I'm back, if anyone cares. I have been distracted preparing for our move from the middle to the east coast. I persist in trying to present my vision of the way the world is and ought to be.
There has been a lot of complaining and whining about how disappointing Obama has been for his followers. He has not been the leader they expected him to be, leading them out of the wilderness of conservatism to the light of liberal solutions. I share some of these feelings. I was disappointed with his handling of health care legislation, and he seems too timid about engaging the opposition. Nevertheless, there is another way of looking at what Obama has been doing that is more positive, at least for the longer term. I realize that this view may be a total fantasy for most people, but I think it is worth thinking about.
Obama cannot be considered an imperial president, like FDR or Andrew Jackson. He has not been leading Congress, getting Congress to follow his priorities and policies. If this is what people want in a president, he has indeed been very disappointing. For most of our history Congress and the people have looked up to the president for leadership in determining policy, and it is natural to expect the same of Obama.
Obama is in fact the opposite of an imperial president. His approach, for better or worse, has been to act as a mediator or facilitator of the process of forming policy. To act in this way encourages the followers to start to lead. It empowers them to take charge of the process. In Congress the leaders of the majority parties are encouraged to develop policies for the country on their own. In Obama's first two years Pelosi was an effective leader of the House, with the encouragement of Obama, and now Boehner is recognized as a major leader.

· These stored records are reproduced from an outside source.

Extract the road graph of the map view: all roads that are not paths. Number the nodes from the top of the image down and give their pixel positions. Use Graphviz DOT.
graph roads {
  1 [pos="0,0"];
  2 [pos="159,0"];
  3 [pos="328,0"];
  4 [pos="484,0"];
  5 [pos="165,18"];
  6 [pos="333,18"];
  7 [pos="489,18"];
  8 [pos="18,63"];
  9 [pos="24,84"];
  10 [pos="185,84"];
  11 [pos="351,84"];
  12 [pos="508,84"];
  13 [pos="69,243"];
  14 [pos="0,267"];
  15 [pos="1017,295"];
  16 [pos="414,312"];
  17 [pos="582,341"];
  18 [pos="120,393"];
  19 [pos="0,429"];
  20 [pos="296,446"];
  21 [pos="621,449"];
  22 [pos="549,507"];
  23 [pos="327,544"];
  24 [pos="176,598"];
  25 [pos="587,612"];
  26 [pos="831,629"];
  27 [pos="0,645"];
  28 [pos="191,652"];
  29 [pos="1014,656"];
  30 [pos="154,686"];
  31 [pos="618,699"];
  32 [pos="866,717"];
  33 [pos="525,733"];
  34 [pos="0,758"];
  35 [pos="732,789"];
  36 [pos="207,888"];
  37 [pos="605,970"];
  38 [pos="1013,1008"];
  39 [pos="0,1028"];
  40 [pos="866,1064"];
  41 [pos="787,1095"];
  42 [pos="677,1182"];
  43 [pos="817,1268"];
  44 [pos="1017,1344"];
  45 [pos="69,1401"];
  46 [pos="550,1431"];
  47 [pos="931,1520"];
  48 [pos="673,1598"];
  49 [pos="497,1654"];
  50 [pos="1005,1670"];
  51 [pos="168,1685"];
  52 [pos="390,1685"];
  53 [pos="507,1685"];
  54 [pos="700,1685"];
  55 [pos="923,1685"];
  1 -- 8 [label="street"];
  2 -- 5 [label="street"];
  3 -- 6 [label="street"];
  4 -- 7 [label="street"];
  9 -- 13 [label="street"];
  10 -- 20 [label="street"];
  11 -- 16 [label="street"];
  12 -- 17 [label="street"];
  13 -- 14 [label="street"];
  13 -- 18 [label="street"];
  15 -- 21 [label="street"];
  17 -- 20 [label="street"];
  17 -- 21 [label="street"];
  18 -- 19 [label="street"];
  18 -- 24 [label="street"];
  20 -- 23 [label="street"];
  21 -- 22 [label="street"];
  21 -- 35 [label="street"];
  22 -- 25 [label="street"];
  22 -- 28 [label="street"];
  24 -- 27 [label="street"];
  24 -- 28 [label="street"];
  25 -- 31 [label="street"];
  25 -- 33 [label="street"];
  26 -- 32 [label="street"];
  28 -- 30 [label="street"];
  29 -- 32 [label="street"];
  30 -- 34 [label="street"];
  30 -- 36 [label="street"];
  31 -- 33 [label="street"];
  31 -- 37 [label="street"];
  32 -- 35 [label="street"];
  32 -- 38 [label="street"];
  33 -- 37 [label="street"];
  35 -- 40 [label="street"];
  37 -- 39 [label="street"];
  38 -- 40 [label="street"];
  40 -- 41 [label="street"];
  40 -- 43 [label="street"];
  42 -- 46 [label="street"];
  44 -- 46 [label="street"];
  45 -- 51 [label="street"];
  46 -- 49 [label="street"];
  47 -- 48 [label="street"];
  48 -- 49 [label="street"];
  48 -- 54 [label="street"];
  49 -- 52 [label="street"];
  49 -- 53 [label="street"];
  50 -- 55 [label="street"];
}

My fantasy is that Obama's behavior has not just been a result of his character and experience that is unsuited for his role as president. What if his behavior were conscious and deliberate, a determined attempt to change the way people, and Congress, look at the president? If Obama truly believed that the leadership of the country rightly resides in Congress, not the president, then for him it would be a matter of resisting pressures from his followers, and the temptations to assert his own leadership. For him, promoting the leadership of those in Congress would be the priority. His role would be like that of a benevolent parent, trying to teach his children to become adults.
Continuing this fantasy, if Obama were to continue this behavior for the rest of his tenure, and assuming that he was reelected in 2012, his encouragement of leadership by Congress might just gain enough traction that the House would begin to assert its power, the power of the purse, to shift the US government towards a more parliamentary form. In this fantasy, the president would retreat to being no more than the chief executive of the bureaucracy, executing the laws of the land (as the founders may have originally conceived of the president), and the majority leader of the House would become more like the Prime Minister.
Of course many other changes would have to take place for this to become a reality, especially the diminishment of the Senate, but if the process starts, it may be irresistible. Or at least that is my fantasy.
The reality is that Obama probably does not have any conscious intent to make these changes. In several ways he is doing the same things that Bush did. If nothing else, though, it provides a different way of looking at what he is doing, one that, if it were true, would make him perhaps the most prescient, farseeing president in our history.